Kütlenin Korunumu Kanunu (Antoine Lavoisier 1774)

Kütlenin Korunumu Kanunu, 18. yüzyılın en önemli bilimsel keşiflerinden biri olup, modern kimyanın temellerini atan Antoine Lavoisier tarafından 1774 yılında ortaya konmuştur. Bu kanuna göre bir kimyasal reaksiyon sırasında toplam kütle sabit kalır, yani tepkimeye giren maddelerin toplam kütlesi ile tepkime sonucunda oluşan ürünlerin toplam kütlesi birbirine eşittir. Başka bir deyişle madde yoktan var edilemez, var olan bir madde de yok edilemez; yalnızca farklı maddelere dönüşür.

 

Lavoisier, bu yasayı keşfetmeden önce yapılan deneylerde kimyasal reaksiyonların kütlesinde bir azalma veya artış olabileceği düşünülüyordu. Ancak Lavoisier, çok dikkatli bir şekilde gerçekleştirdiği deneylerle kimyasal reaksiyonların kapalı bir sistemde gerçekleştirilmesi durumunda reaksiyon öncesi ve sonrası kütlenin aynı kaldığını gözlemledi. Özellikle yanma tepkimeleri üzerine yaptığı çalışmalar bu keşfi destekledi. Örneğin, bir metalin oksijen ile reaksiyona girmesi sonucunda oluşan metal oksidin kütlesi, başlangıçtaki metal ve oksijenin kütlesiyle aynıydı.

 

Lavoisier'in Deneyi

 

Lavoisier'in en bilinen deneylerinden biri, cıva(II) oksidin (HgO) ısıtılması deneyidir. Cıva oksidi ısıttığında cıva buharlaşarak birikmiş, aynı zamanda oksijen gazı açığa çıkmıştır. Deney sonucunda tepkime öncesi cıva oksidin kütlesi ile tepkime sonrası açığa çıkan cıva ve oksijenin kütlesi aynı kalmıştır. Bu deney, kütlenin korunumu ilkesini destekleyen en temel kanıtlardan biri olmuştur.

 

Matematiksel İfade

 

Kütlenin korunumu kanunu şu şekilde ifade edilebilir:

 

  • Tepkimeye giren maddelerin kütlesi=Tepkime ürünlerinin kütlesi

 

Bu, her kimyasal tepkimede toplam kütlenin sabit olduğunu, kütlenin kaybolmadığını ya da yeni kütle oluşmadığını gösterir.

 

Örnek: Bir kimyasal reaksiyonun denklemi şu şekilde olsun:

 

  • ₂H₂ + O₂ → ₂H₂O

 

Bu reaksiyonda 4 gram hidrojen ve 32 gram oksijen reaksiyona girerek 36 gram su oluşturur. Reaksiyon öncesindeki kütle toplamı, reaksiyon sonrasındaki kütle toplamıyla aynıdır.

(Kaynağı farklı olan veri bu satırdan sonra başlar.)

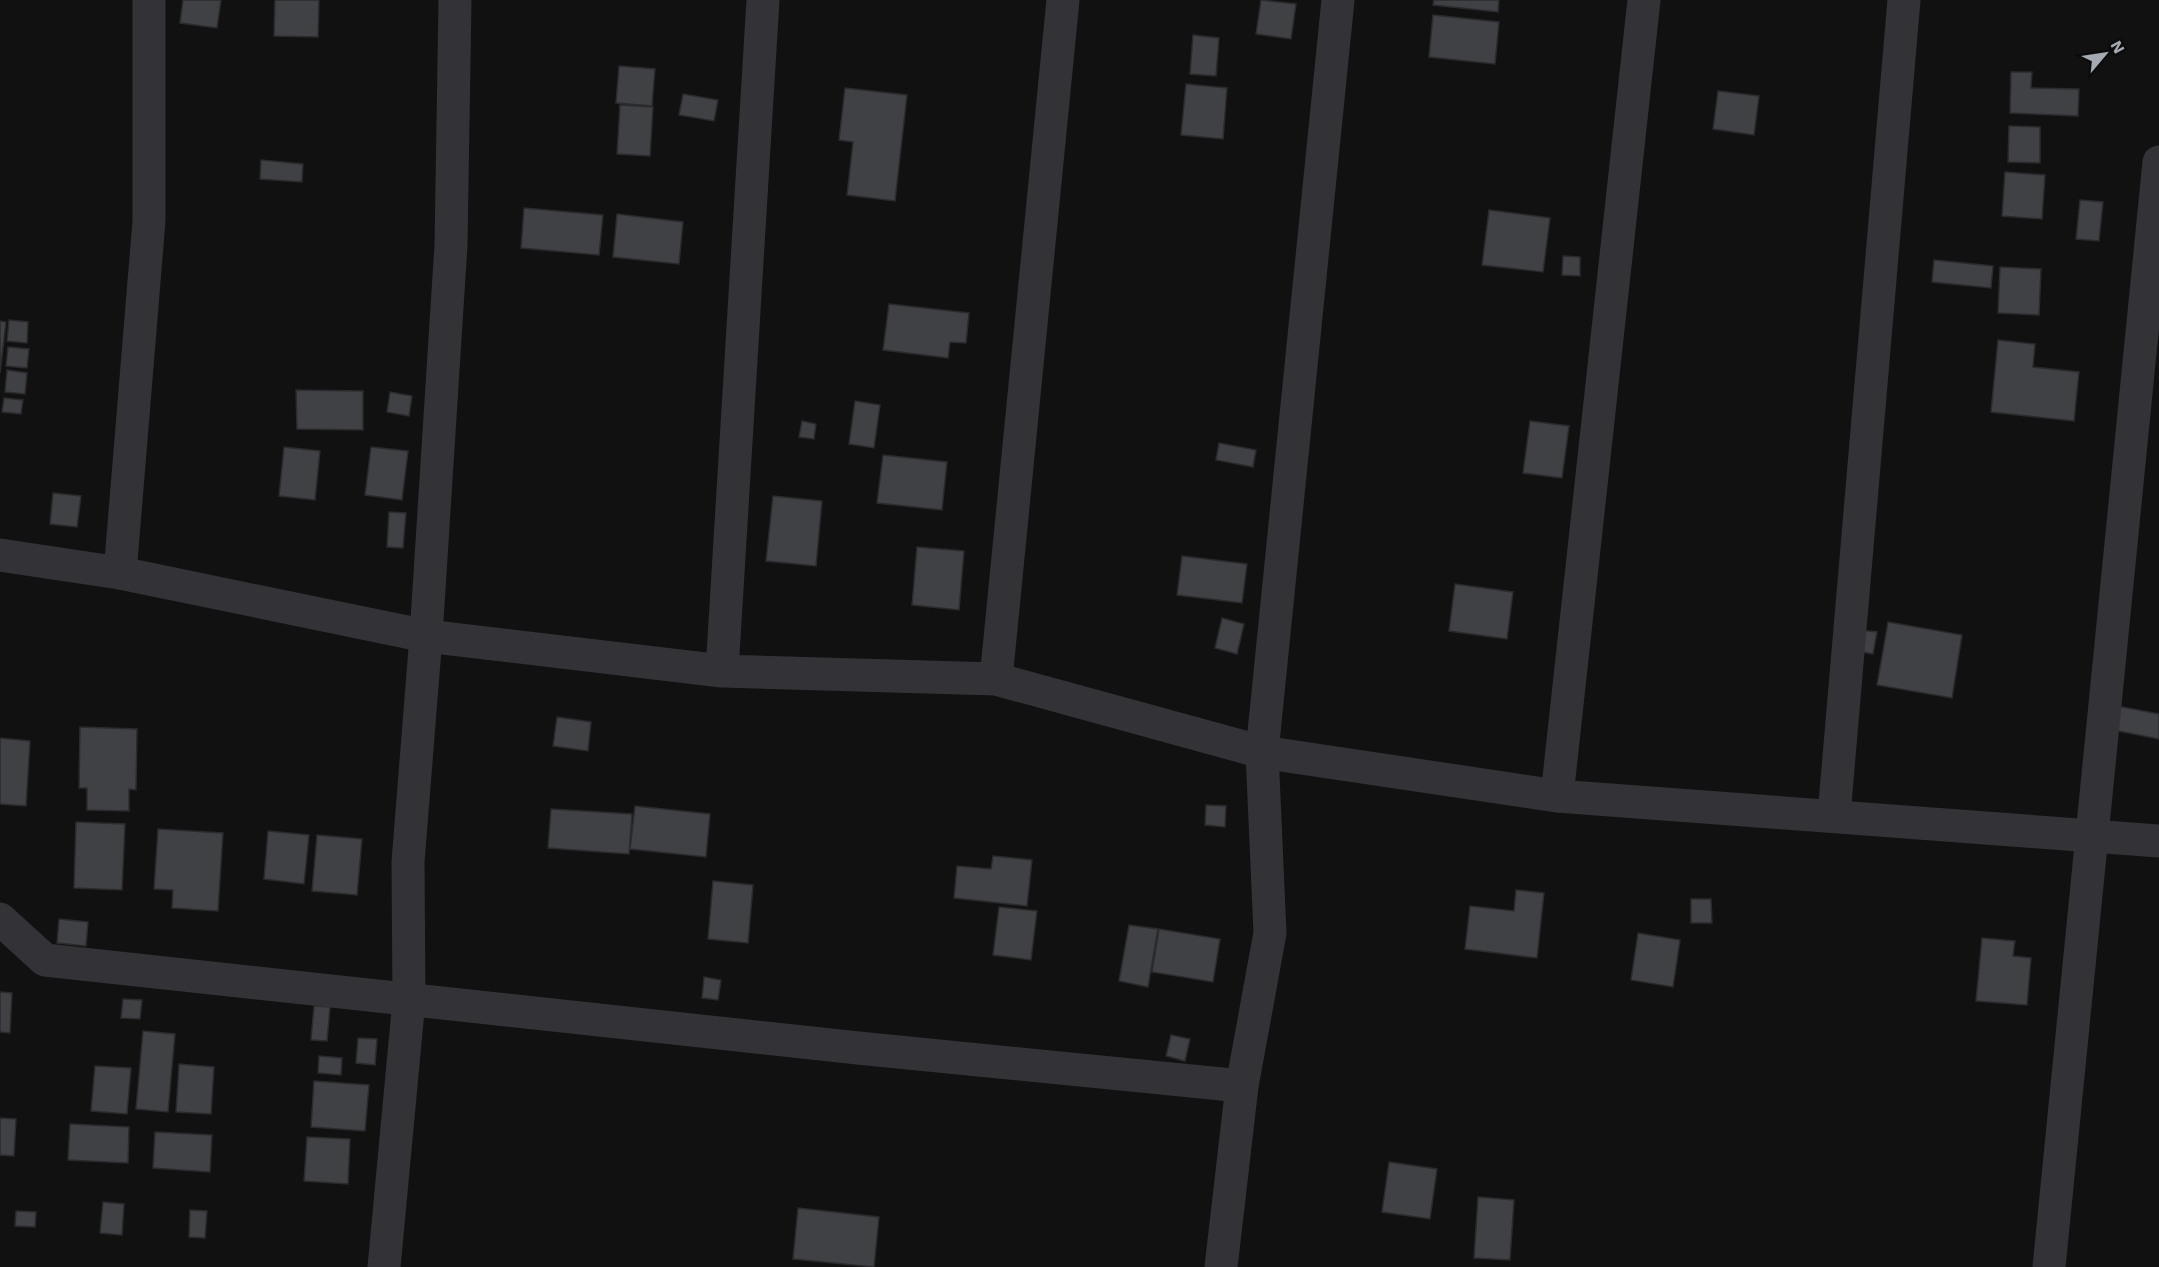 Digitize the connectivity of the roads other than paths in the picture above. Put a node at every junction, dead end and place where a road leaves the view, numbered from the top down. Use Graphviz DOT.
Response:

Sabit Oranlar Kanunu (Joseph Proust-1779)

Sabit Oranlar Kanunu, 1799 yılında Fransız kimyager Joseph Proust tarafından formüle edilen ve kimyanın en temel yasalarından biri olan bir kanundur. Bu yasaya göre bir kimyasal bileşiği oluşturan elementler, her zaman sabit kütle oranlarında birleşir. Yani bir bileşiğin içindeki elementler hangi kaynaktan elde edilirse edilsin veya nasıl sentezlenirse sentezlensin, belirli ve değişmez kütle oranlarında bir araya gelirler.

 

Proust'un Deneyleri ve Gözlemleri

 

Joseph Proust, bu kanunu keşfetmek için yaptığı deneylerde farklı kaynaklardan elde edilen aynı kimyasal bileşiklerin her zaman aynı element kütle oranlarına sahip olduğunu gözlemledi. Örneğin, bakır karbonat (CuCO₃) üzerinde yaptığı çalışmalarda doğal yollardan elde edilen bakır karbonat ile laboratuvarda sentezlenen bakır karbonatın her zaman aynı bakır, karbon ve oksijen oranına sahip olduğunu belirledi. Bu gözlemler sonucunda her bileşiğin belirli ve sabit kütle oranlarında birleşen elementlerden oluştuğu sonucuna vardı.

 

Proust, bu deneylere dayanarak, kimyasal bileşiklerde elementlerin belirli sabit oranlarda birleştiğini ileri sürdü. O dönemde bazı kimyagerler bileşiklerin farklı oranlarda oluşabileceğini iddia etse de Proust'un deneyleri bu sabitliği net bir şekilde kanıtladı.

 

Matematiksel İfade

 

Bir bileşikte bulunan elementlerin kütle oranı şu şekilde hesaplanabilir:

 

  • Element A’nın kütlesi / Element B’nin kütlesi = Sabit bir oran

 

Bu oran, aynı bileşik için her zaman sabit kalır. Yani bileşiği hangi koşullarda üretirsek üretelim, bu oran değişmez.

 

Örnek: Su Molekülü (H₂O)

 

Su, her zaman iki hidrojen atomu ve bir oksijen atomundan oluşur. Kütle açısından bakıldığında suyun kütlesinin yaklaşık %11,2'si hidrojen, %88,8'i ise oksijendir. Bu oran sabittir ve su dünyanın neresinde ya da hangi yöntemle elde edilirse edilsin aynı kalır.

 

Suyun (H₂O) bileşimindeki hidrojen ve oksijenin kütle oranı:  Oksijenin kütlesi / Hidrojenin kütlesi = 16/2 ​= 8

 

Bu, oksijen ve hidrojenin her zaman 8:1 oranında bir araya geldiğini gösterir.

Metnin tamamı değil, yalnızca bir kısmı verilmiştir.